I had one of the moments of truth of why I like Pennsylvania. I tell them the story of driving home from my former place of origin. Here is the story:
Why I loathed Illinois and its flatness. I am transformed at that demarcation line that separates one reality with another. On the drive home, along route 70, just past Columbus, I start to hit the Appalachians. I feel this giddy sense of home looming in the distance, tugging, pulling me to hurry. Even though I have a standard sedan and long for something with a little more zip (like I see on BBC’s Top Gear), my car handles the new textures of the landscape pretty well. I hit the West Virginia border and the broad smile that cracks my lips will soon turn into bouts of sporadic laughter as I hit the gorges and mountains. I know they aren’t as severe as other places but I’m home. I’m back in my mountains.
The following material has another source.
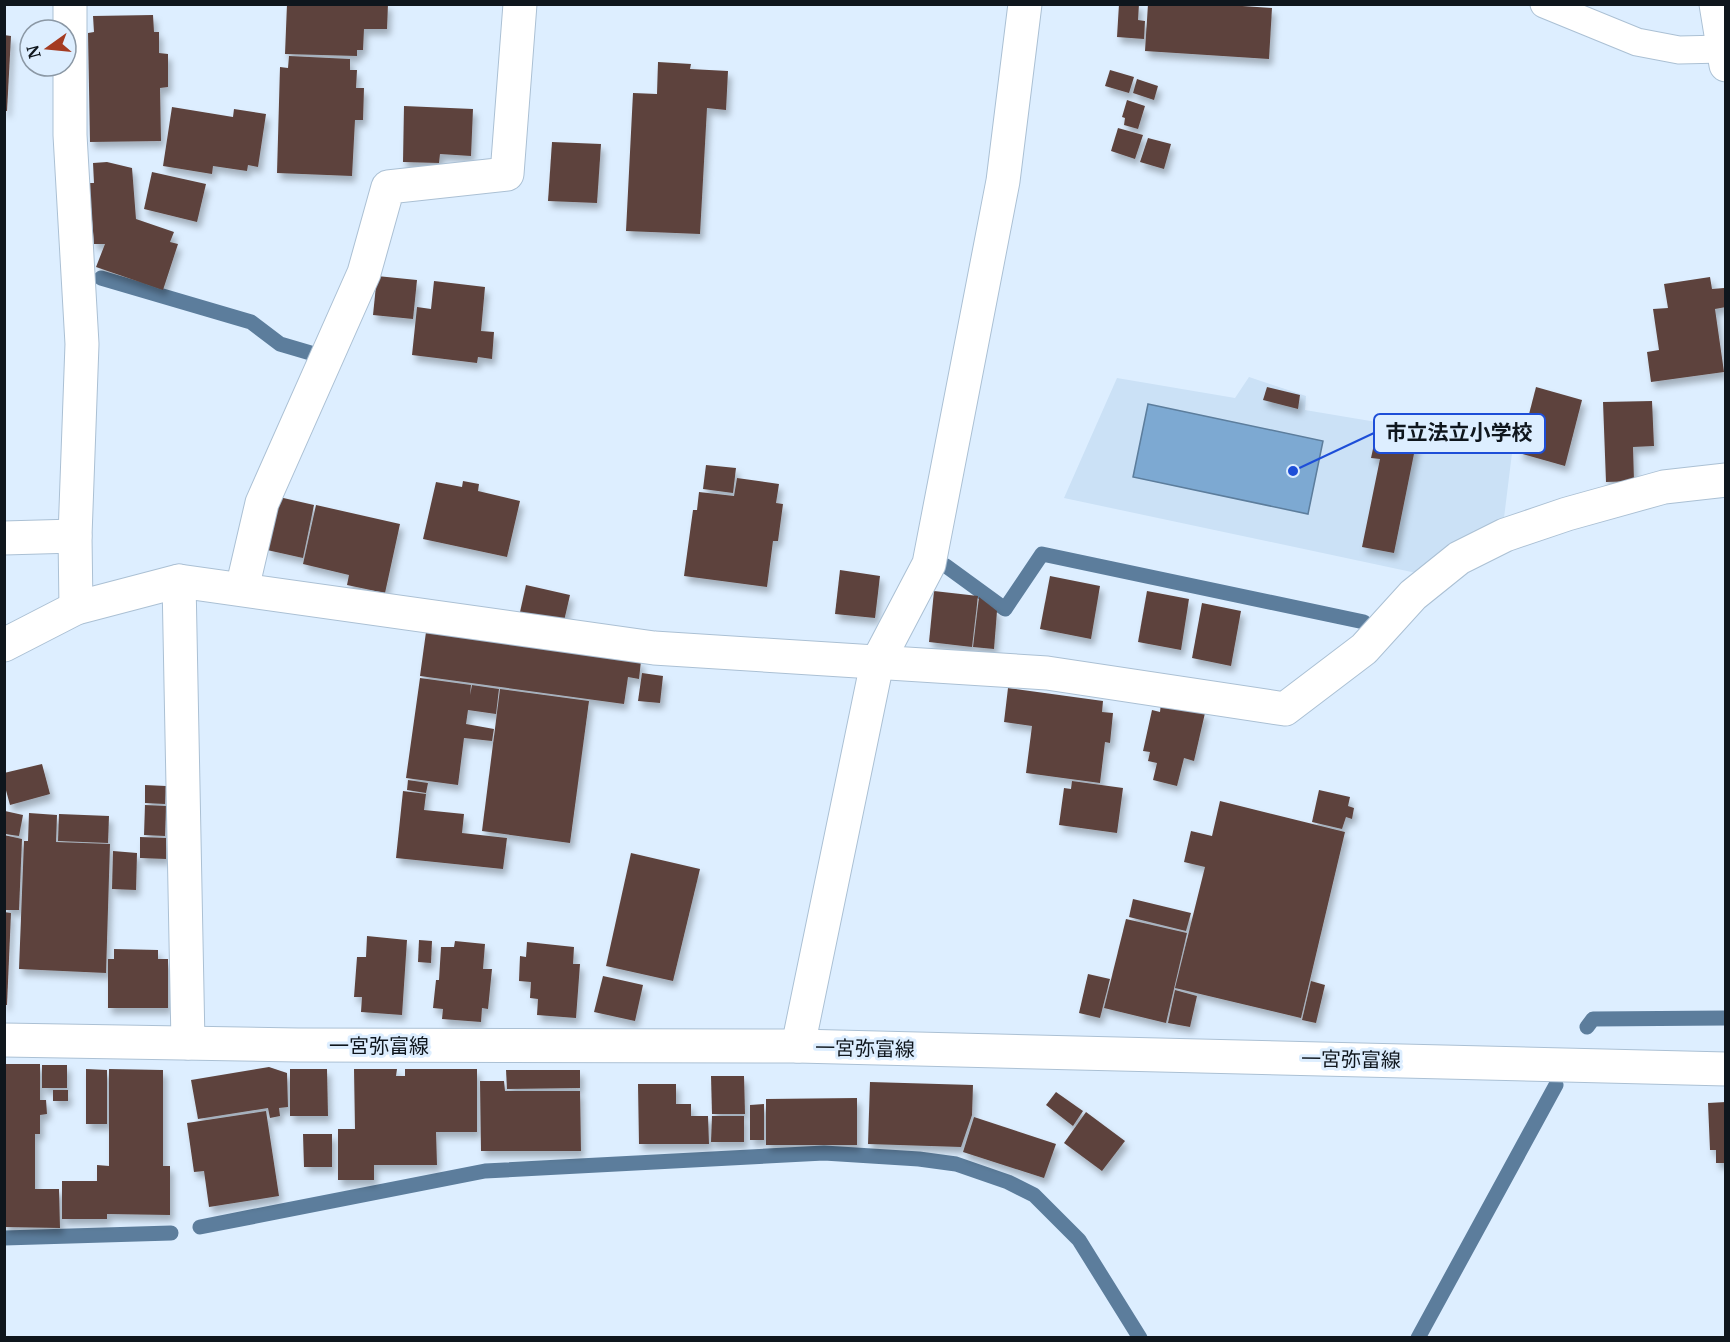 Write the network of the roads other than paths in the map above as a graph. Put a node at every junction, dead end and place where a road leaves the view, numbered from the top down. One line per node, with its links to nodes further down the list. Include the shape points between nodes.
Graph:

Pittsburgh is next and the Turnpike from New Stanton to Donegal. Fourteen miles separate me from Ligonier and it is one of those drooling moments in anticipation of the mountains that flank either side of my car that has me intoxicated to roll down the window and breathe the sweet air.
This part of western Pennsylvania reminds me of Perthshire in Scotland and that might have something to do with my ‘lang for hame. I can take a breath as I hit the crossroads that bisect over Route 30, drive past the Fort and hit the center of town. I careen counter-clockwise around the island that holds its famous bandstand of old Ligonier and hit the road that will take me up to my mountain. I used to take Route 30 (Lincoln Highway, which even extends into Illinois) from Greensburg, but a severe rear-ender in ’09 limits my desire to use that route any more. Yet, I know once I am past Latrobe, past Derry, I hit the winding roads that our ancestors used to go west. I traveled it this past summer while at home with my mother and her gal pals to lunch at Latrobe airport. I rolled down my window then, and drank in the smell of the pine, mountain laurel, and sweet wild garlic. I am glad to see Sleepy Hollow Restaurant being rebuilt and Idlewild Park still going strong. But I digress. Memories tug at my heart, and I tell them.
I tried to express to the students how it feels to be pulled by a destination. How it tugs at your heart and makes you act. I stood before them, my hands outstretched as I explained the drive under the
“lush canopies that crowned my beloved paths. …find my way home to the places of my present and my past… (Pudliner, Home, 1987).”
My hands glided one way and then another as I mimicked the drive over Route 271 or Menoher Highway (Menoher pronounced Men-ocher), visualizing it in my mind as I darted one way and then another as my tires hug the curves. My eyes ever watchful looking for that fluff of white tail of a deer before it crashes from the foliage and ruins a perfect drive. Or the blare of blues and twos, and I’m caught for lack of concern for the drive, and driving ability.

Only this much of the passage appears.